Basic Soundtrack Requirements for Foreign Distribution
The minimal number of audio tracks to prepare your film for international distribution is two: the DIALOGUE and the M&E (music & environment). The DIALOGUE track is used in ADR (automatic dialog replacement) for voice substitution / translation into a foreign language. The DIALOGUE track should not contain any Foley, incidental sounds, roomtone or effects.
Ideally in scenes where more than one actor are speaking on top of each other, a dedicated DIALOGUE track for each actor should be considered. If you choose this technique, make it a pre-production requirement.
You as the filmmaker may not have control over the ADR or choice of voice actors of the foreign distribution copy. Keep your DIALOGUE track(s) as clean as possible. The M&E track needs to be fully balanced and mastered: it is the canvas that all dialogue fits into.
Make sure that the script is re-edited to be identical to the dialogue spoken in the finished movie.
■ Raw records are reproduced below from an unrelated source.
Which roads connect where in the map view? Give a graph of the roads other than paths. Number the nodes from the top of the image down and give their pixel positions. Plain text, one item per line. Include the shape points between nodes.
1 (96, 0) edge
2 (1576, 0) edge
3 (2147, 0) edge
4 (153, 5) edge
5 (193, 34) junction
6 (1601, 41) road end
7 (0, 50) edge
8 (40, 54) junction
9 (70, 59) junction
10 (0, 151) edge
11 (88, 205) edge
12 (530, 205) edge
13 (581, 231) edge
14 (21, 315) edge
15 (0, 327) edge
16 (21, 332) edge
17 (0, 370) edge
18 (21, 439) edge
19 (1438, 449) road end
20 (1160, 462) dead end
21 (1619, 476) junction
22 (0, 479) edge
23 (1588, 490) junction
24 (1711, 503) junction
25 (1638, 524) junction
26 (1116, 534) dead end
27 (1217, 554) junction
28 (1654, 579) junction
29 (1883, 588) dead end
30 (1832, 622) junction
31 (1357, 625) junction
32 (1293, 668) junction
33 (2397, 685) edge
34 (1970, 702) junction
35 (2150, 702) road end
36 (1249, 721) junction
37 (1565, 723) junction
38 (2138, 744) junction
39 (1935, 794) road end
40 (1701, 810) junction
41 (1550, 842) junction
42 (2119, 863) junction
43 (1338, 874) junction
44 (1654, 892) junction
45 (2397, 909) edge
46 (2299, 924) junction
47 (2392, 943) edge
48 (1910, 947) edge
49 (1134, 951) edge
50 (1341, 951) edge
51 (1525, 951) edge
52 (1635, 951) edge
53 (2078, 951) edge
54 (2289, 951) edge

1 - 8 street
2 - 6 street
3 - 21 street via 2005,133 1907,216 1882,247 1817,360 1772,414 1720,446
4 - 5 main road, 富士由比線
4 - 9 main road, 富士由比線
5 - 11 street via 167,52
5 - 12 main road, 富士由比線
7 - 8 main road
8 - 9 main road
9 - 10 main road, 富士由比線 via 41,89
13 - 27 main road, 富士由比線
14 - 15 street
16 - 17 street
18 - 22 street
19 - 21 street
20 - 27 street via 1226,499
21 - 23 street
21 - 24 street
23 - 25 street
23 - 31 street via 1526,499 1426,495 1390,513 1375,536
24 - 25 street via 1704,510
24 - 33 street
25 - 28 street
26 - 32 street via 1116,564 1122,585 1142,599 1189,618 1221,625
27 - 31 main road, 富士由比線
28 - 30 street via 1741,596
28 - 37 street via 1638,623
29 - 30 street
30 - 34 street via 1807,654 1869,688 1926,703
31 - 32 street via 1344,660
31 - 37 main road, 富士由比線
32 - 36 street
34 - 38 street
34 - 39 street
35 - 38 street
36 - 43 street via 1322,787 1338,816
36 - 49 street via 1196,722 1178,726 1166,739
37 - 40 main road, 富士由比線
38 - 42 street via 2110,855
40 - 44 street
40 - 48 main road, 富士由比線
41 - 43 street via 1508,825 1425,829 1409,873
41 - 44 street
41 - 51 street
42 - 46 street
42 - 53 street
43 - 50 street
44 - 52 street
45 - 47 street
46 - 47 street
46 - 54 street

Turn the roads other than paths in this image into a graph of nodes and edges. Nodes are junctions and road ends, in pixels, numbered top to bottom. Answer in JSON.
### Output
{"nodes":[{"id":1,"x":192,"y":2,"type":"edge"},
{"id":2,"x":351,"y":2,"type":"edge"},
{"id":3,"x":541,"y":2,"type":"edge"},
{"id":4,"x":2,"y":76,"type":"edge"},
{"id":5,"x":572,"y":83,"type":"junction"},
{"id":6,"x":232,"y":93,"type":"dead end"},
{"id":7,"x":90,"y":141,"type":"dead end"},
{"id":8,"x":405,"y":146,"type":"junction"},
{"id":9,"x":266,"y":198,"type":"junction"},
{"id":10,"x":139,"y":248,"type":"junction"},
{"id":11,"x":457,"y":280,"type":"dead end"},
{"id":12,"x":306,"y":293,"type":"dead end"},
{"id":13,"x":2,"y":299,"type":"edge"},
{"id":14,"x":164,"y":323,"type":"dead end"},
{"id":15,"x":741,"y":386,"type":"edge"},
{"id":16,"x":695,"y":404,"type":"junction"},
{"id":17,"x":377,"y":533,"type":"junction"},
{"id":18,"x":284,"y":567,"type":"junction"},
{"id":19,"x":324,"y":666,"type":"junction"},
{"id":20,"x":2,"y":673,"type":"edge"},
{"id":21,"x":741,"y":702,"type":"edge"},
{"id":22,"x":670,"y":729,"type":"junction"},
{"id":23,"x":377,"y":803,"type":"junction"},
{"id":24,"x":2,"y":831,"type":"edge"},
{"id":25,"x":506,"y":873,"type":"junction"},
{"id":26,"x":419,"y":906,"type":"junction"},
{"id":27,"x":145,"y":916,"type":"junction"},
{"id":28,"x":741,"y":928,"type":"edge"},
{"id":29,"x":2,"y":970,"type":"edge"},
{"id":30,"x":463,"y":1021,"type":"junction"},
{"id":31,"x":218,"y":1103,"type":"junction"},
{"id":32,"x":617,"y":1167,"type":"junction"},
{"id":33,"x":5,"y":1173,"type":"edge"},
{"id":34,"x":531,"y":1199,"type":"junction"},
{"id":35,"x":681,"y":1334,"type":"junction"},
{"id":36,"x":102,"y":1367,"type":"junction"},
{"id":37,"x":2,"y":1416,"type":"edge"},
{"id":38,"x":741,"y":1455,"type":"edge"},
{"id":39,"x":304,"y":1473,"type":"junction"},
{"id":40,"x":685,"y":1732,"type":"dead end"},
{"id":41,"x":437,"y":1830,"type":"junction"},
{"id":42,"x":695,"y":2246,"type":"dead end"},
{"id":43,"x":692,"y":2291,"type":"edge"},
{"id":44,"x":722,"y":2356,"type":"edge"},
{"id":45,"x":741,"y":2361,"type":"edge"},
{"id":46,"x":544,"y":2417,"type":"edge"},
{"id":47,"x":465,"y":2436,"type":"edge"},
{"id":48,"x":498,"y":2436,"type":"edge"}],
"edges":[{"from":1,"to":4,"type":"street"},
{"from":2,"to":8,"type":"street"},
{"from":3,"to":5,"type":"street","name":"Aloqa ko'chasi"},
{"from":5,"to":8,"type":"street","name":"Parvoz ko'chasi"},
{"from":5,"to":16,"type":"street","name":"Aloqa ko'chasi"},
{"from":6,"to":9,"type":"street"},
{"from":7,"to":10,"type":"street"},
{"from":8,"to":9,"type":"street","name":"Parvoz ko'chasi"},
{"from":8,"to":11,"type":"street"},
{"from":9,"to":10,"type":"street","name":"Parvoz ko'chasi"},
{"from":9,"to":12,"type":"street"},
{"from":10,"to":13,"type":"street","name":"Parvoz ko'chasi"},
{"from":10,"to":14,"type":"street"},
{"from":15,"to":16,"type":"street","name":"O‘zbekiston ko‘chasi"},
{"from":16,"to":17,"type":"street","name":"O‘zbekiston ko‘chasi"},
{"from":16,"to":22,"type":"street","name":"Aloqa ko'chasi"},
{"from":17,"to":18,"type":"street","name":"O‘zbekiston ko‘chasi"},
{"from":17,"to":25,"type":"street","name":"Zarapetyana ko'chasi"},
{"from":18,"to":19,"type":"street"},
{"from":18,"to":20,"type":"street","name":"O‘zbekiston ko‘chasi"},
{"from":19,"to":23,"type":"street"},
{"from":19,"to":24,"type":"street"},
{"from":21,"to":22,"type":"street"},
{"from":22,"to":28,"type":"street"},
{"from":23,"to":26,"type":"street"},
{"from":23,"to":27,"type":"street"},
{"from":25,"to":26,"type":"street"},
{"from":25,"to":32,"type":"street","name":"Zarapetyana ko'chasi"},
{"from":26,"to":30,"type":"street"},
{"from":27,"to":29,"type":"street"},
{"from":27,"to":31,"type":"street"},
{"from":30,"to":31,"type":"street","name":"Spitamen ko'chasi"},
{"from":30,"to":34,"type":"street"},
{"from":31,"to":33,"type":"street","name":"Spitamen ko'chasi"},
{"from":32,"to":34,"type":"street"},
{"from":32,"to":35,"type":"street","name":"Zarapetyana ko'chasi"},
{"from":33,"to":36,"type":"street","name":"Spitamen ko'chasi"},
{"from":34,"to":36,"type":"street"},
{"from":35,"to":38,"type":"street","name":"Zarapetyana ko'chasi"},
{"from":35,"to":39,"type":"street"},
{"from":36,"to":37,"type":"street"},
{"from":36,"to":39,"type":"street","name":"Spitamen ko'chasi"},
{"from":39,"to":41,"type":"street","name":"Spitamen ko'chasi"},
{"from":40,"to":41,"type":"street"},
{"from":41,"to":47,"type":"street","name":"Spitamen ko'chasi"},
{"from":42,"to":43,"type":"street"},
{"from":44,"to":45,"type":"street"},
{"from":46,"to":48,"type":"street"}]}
Lipsync is very important, but also realize a word-for-word language translation is not consistantly possible.
Working with Mono, Stereo, Surround Audio

The recommended number of audio tracks for editing is five: DIALOGUE, FOLEY, MUSIC, SFX, BACKGROUND.
Multiple tracks in each catagory offers even more control during the final post-production soundtrack mix.
Most film soundtracks we do here contain 6 to 12 audio tracks rendered in mono and stereo depending on the effect they are supposed to have.
A special note about SFX & BACKGROUND... these are non-academic terms (substitute your own as you like).
BACKGROUND has always been associated with ROOM-TONE; it can also serve as a Foley track.
The key factor is its low volume level in the soundtrack. SFX is a catch-bag catagory.
It can contain the whisper of a reverb tail to a fully sequenced sound design element.
A single stereo soundtrack is the basic standard file format.
Monaural is essentially the same audio on both L&R channels.
Monaural has its own aesthetic and technical qualities.
Stereo audio will fulfill most film festival playback requirements, as well as all television, computers and DVD players.
During the final render of your movie, the stereo-audio can/should be encoded into AC3/Pro-Logic format.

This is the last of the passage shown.